Le Hamas rejette les nouvelles sanctions d'une UE qui ferme les yeux sur le génocide à Gaza


Fichier – Image d'archive d'un combattant des Brigades Ezeldin al Qasam, la branche armée du Hamas

– Abed Rahim Khatib/dpa – Archives

MADRID, le 30 mai. (EUROPA PRESS) –

Le mouvement islamiste palestinien Hamas a rejeté les nouvelles sanctions adoptées cette semaine par l'Union européenne contre dix membres de son bureau politique, les qualifiant de tentative de « criminaliser la résistance palestinienne », alors que les dirigeants israéliens restent indemnes et que Bruxelles continue de fermer « les yeux sur le génocide » qu'Israël commet dans la bande de Gaza.
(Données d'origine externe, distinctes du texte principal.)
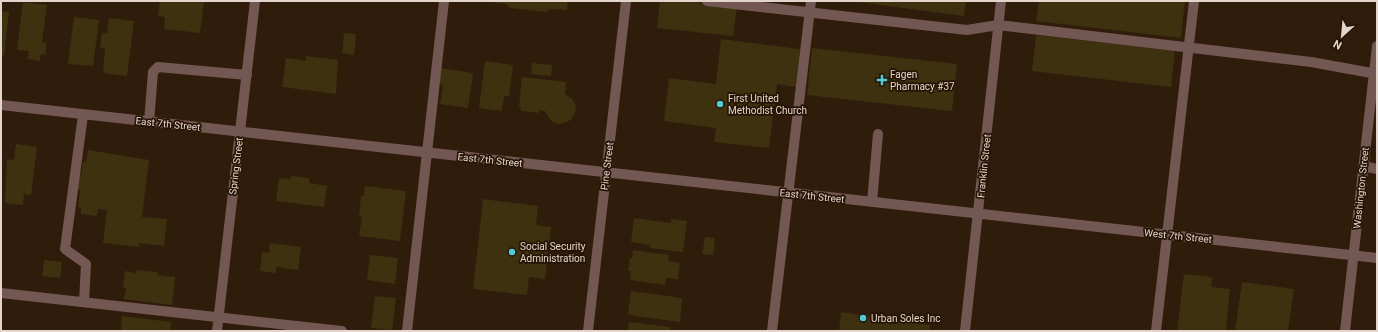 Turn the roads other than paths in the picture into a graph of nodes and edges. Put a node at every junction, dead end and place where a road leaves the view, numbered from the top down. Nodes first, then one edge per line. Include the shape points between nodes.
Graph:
1 (255, 1) edge
2 (444, 1) edge
3 (626, 1) edge
4 (706, 1) edge
5 (811, 1) edge
6 (1001, 1) edge
7 (1194, 1) edge
8 (809, 13) junction
9 (998, 25) junction
10 (1189, 46) junction
11 (1377, 46) edge
12 (1376, 73) edge
13 (246, 75) junction
14 (1, 105) edge
15 (83, 115) junction
16 (149, 122) junction
17 (240, 132) junction
18 (878, 134) dead end
19 (428, 153) junction
20 (1363, 166) junction
21 (1377, 169) edge
22 (606, 173) junction
23 (788, 193) junction
24 (872, 202) junction
25 (979, 214) junction
26 (1167, 235) junction
27 (1353, 255) junction
28 (1377, 258) edge
29 (1, 293) edge
30 (84, 302) junction
31 (219, 318) junction
32 (217, 331) edge
33 (342, 331) edge
34 (407, 331) edge
35 (588, 331) edge
36 (772, 331) edge
37 (965, 331) edge
38 (1156, 331) edge
39 (1345, 331) edge

1 - 13 street, Spring Street
2 - 19 street
3 - 22 street, Pine Street
4 - 8 street
5 - 8 street
6 - 9 street, Franklin Street
7 - 10 street
8 - 9 street via 967,30
8 - 23 street
9 - 10 street
9 - 25 street, Franklin Street
10 - 12 street
10 - 26 street
11 - 12 street, Washington Street
12 - 20 street, Washington Street
13 - 16 street via 158,67 153,72
13 - 17 street, Spring Street
14 - 15 street, East 7th Street
15 - 16 street, East 7th Street
15 - 30 street via 65,249 86,264
16 - 17 street, East 7th Street
17 - 19 street, East 7th Street
17 - 31 street, Spring Street
18 - 24 street
19 - 22 street, East 7th Street
19 - 34 street
20 - 21 street
20 - 27 street, Washington Street
22 - 23 street, East 7th Street
22 - 35 street, Pine Street
23 - 24 street, East 7th Street
23 - 36 street
24 - 25 street, East 7th Street
25 - 26 street, West 7th Street
25 - 37 street, Franklin Street
26 - 27 street, West 7th Street
26 - 38 street
27 - 28 street, West 7th Street
27 - 39 street, Washington Street
29 - 30 street
30 - 31 street
31 - 32 street, Spring Street
31 - 33 street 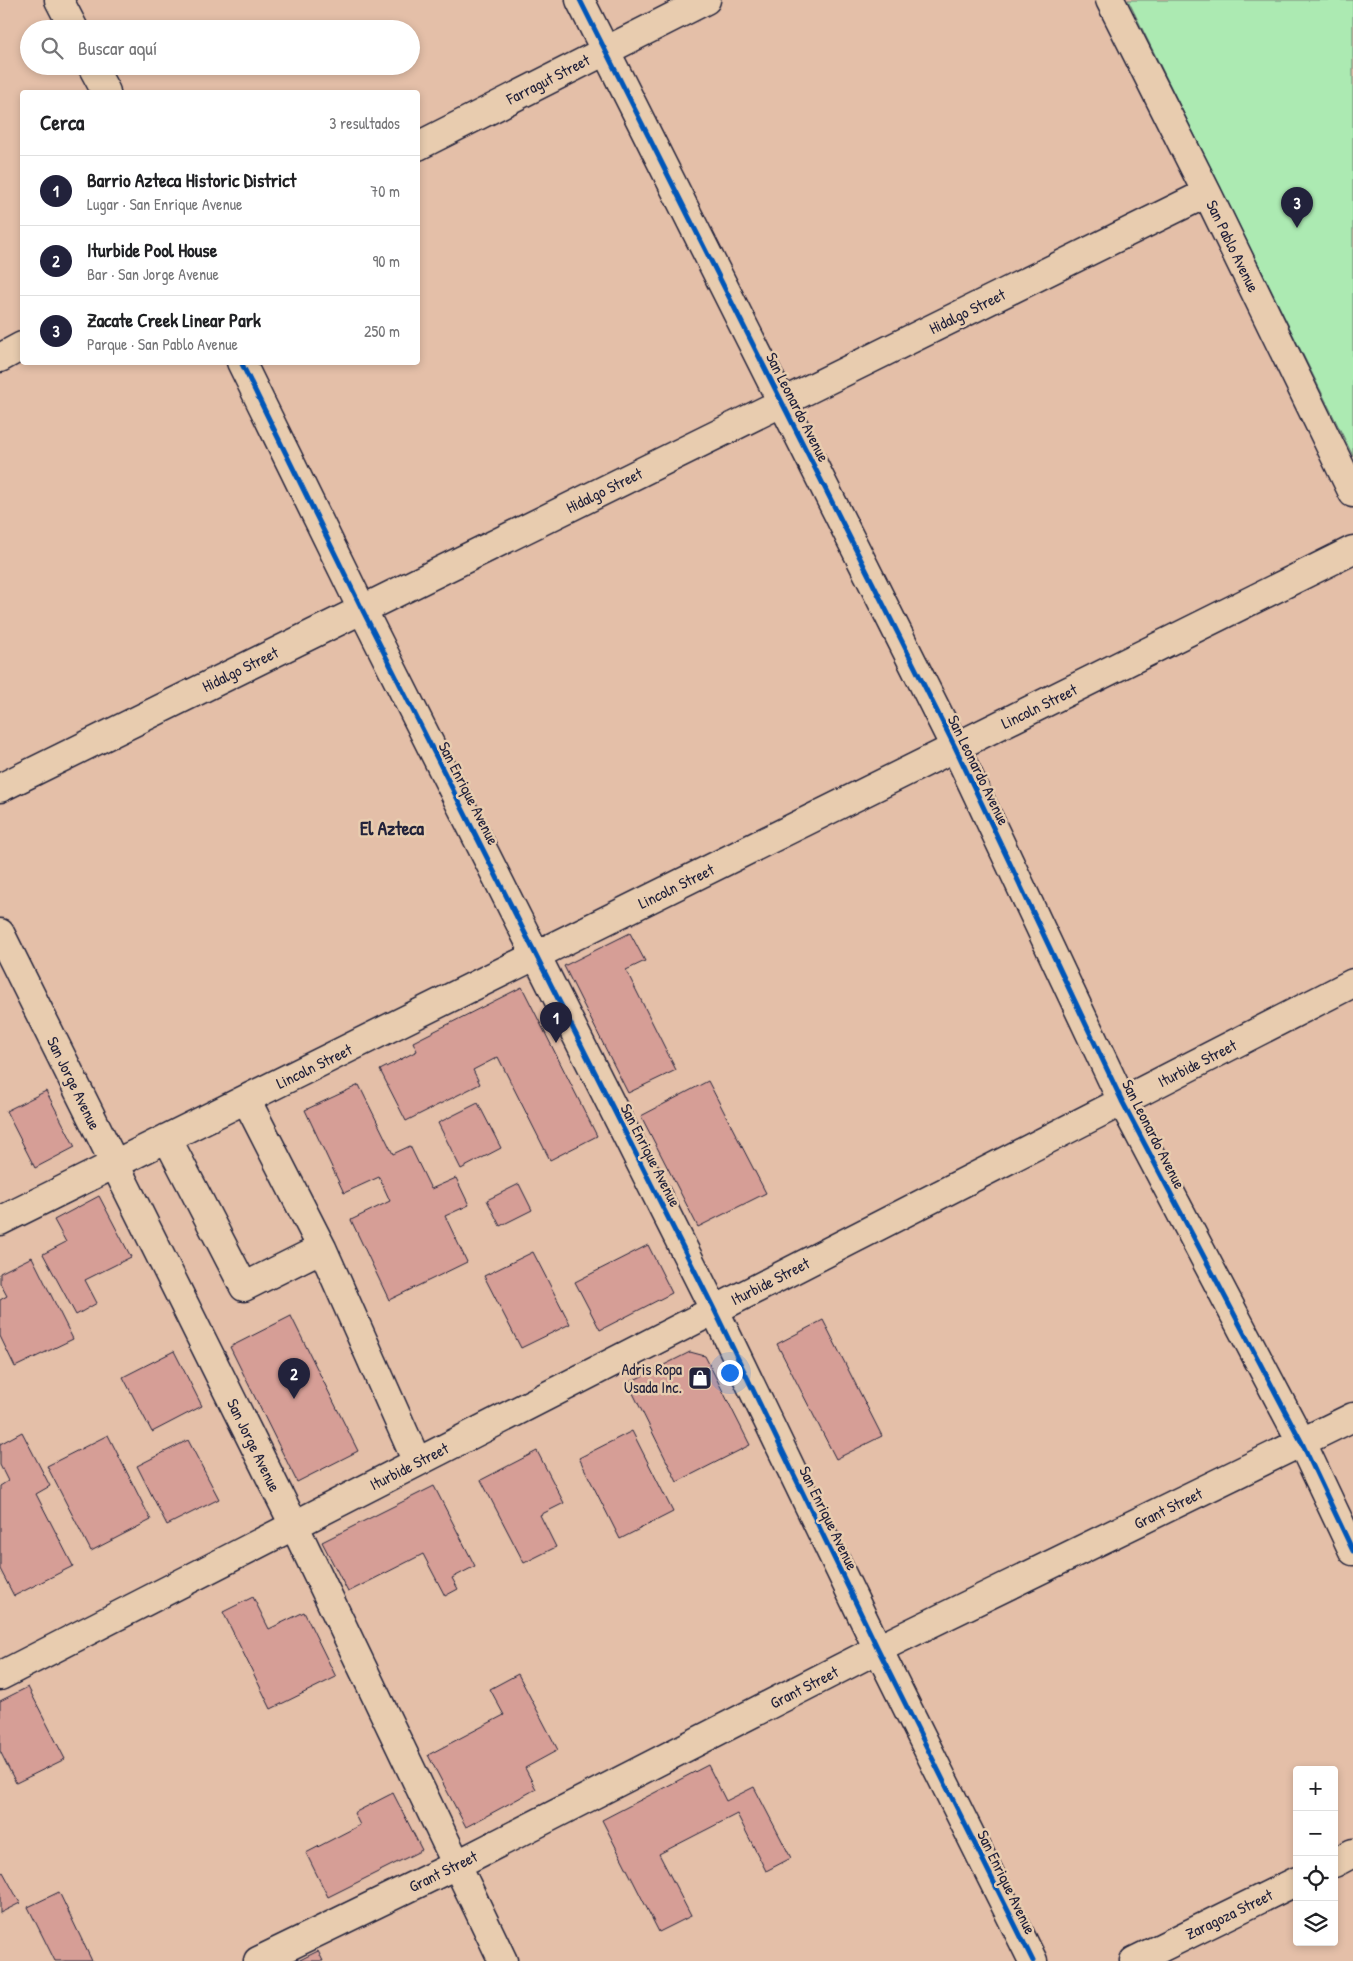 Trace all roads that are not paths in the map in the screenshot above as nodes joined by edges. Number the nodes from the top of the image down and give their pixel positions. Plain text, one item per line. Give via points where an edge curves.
1 (59, 0) edge
2 (580, 0) edge
3 (706, 0) edge
4 (1110, 0) edge
5 (69, 20) edge
6 (606, 50) junction
7 (97, 75) edge
8 (105, 90) edge
9 (420, 145) edge
10 (1207, 193) junction
11 (20, 347) edge
12 (0, 358) edge
13 (242, 365) edge
14 (782, 403) junction
15 (1353, 493) edge
16 (1353, 550) edge
17 (362, 609) junction
18 (955, 747) junction
19 (0, 788) edge
20 (0, 933) edge
21 (536, 955) junction
22 (1353, 983) edge
23 (246, 1099) junction
24 (1122, 1101) junction
25 (167, 1138) junction
26 (115, 1164) junction
27 (0, 1221) edge
28 (322, 1248) junction
29 (714, 1309) junction
30 (1353, 1417) edge
31 (1302, 1443) junction
32 (417, 1462) junction
33 (294, 1525) junction
34 (1353, 1551) edge
35 (878, 1649) junction
36 (0, 1676) edge
37 (1353, 1854) edge
38 (1338, 1861) edge
39 (456, 1866) junction
40 (1293, 1883) edge
41 (258, 1961) edge
42 (503, 1961) edge
43 (1032, 1961) edge
44 (1134, 1961) edge

1 - 5 street
2 - 6 street, San Leonardo Avenue
3 - 6 street, Farragut Street
4 - 10 street, San Pablo Avenue
6 - 9 street, Farragut Street
6 - 14 street, San Leonardo Avenue
7 - 8 street
10 - 14 street, Hidalgo Street
10 - 15 street, San Pablo Avenue
11 - 12 street
13 - 17 street, San Enrique Avenue
14 - 17 street, Hidalgo Street
14 - 18 street, San Leonardo Avenue
16 - 18 street, Lincoln Street
17 - 19 street, Hidalgo Street
17 - 21 street, San Enrique Avenue
18 - 21 street, Lincoln Street
18 - 24 street, San Leonardo Avenue
20 - 26 street, San Jorge Avenue
21 - 23 street, Lincoln Street
21 - 29 street, San Enrique Avenue
22 - 24 street, Iturbide Street
23 - 25 street, Lincoln Street
23 - 28 street
24 - 29 street, Iturbide Street
24 - 31 street, San Leonardo Avenue
25 - 26 street, Lincoln Street
25 - 28 street via 244,1287
26 - 27 street, Lincoln Street
26 - 33 street, San Jorge Avenue
28 - 32 street
29 - 32 street, Iturbide Street
29 - 35 street, San Enrique Avenue
30 - 31 street, Grant Street
31 - 34 street, San Leonardo Avenue
31 - 35 street, Grant Street
32 - 33 street, Iturbide Street
33 - 36 street, Iturbide Street
33 - 39 street, San Jorge Avenue
35 - 39 street, Grant Street
35 - 43 street, San Enrique Avenue
37 - 38 street
39 - 41 street, Grant Street
39 - 42 street, San Jorge Avenue
40 - 44 street, Zaragoza Street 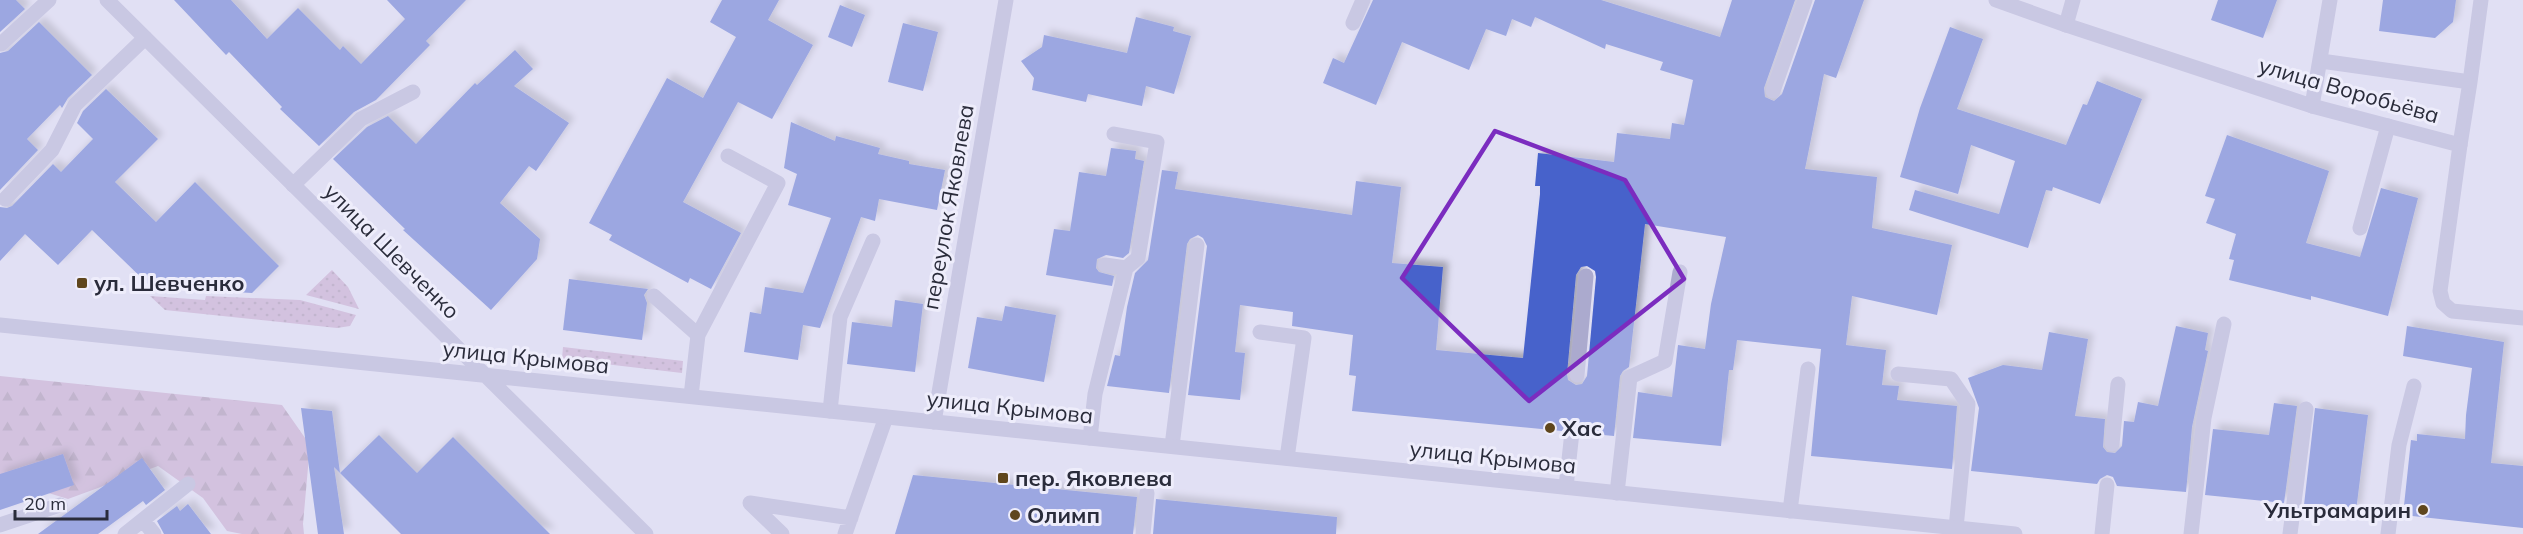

« Cette décision intervient à un moment où le gouvernement d'occupation », a déclaré le Hamas dans un communiqué, faisant référence à Israël, « continue de commettre des crimes de génocide, de famine et de déplacement forcé contre notre peuple, et viole l'accord de cessez-le-feu ».

« Alors que l'Union européenne ferme les yeux sur ces violations avérées du droit international, elle choisit de punir les dirigeants politiques qui défendent les droits légitimes de leur peuple », a reproché le Hamas.

Pour le mouvement palestinien, ces sanctions ne changent rien à la réalité : « Le peuple palestinien vit sous occupation, sa résistance est un droit légitime garanti par toutes les lois et normes humaines, et l'occupation est la racine du conflit et la source de l'instabilité. »

Le Hamas, enfin, accuse Bruxelles de « se plier aux desseins » d'Israël en comprenant que les sanctions contre son bureau politique « sont une réponse aux pressions de l'occupation et ne sont pas fondées sur des normes de justice ».

Le Hamas exhorte enfin l'Union européenne à revoir ses politiques « partielles », à cesser de « fournir une couverture politique à l'occupation et à œuvrer pour que ses dirigeants rendent des comptes au lieu de persécuter les victimes ».

Le mouvement a affirmé que ces mesures « ne porteront pas atteinte à la volonté de notre peuple palestinien ni à son adhésion à ses droits nationaux légitimes, parmi lesquels la liberté, l'autodétermination, la fin de l'occupation et la création de l'État palestinien avec Jérusalem pour capitale ».